GIVEN ENTRIES:
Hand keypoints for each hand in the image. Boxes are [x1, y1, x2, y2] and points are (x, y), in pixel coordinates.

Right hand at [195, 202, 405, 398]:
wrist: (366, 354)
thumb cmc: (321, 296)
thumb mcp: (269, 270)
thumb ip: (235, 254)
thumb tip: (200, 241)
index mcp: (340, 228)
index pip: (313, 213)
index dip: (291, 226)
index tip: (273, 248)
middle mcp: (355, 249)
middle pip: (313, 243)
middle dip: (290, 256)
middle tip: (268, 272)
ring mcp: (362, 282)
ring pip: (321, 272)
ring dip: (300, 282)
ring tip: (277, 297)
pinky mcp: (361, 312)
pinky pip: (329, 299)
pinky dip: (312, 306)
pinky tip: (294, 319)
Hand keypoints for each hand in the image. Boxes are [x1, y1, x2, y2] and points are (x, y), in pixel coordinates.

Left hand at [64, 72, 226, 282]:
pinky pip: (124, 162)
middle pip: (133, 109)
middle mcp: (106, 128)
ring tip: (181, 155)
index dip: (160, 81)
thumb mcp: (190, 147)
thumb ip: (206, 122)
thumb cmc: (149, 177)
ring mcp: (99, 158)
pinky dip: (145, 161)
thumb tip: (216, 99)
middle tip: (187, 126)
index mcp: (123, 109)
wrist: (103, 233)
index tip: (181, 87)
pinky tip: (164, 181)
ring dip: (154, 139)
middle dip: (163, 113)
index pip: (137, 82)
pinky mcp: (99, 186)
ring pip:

WHAT YOU WILL DO: In the records above, some lines hold the word "ring"; copy each such line.

RESPONSE:
ring mcp: (362, 282)
ring pip: (321, 272)
ring dip: (300, 282)
ring tip: (277, 297)
ring tip: (181, 155)
ring mcp: (99, 158)
ring dip: (154, 139)
ring pip:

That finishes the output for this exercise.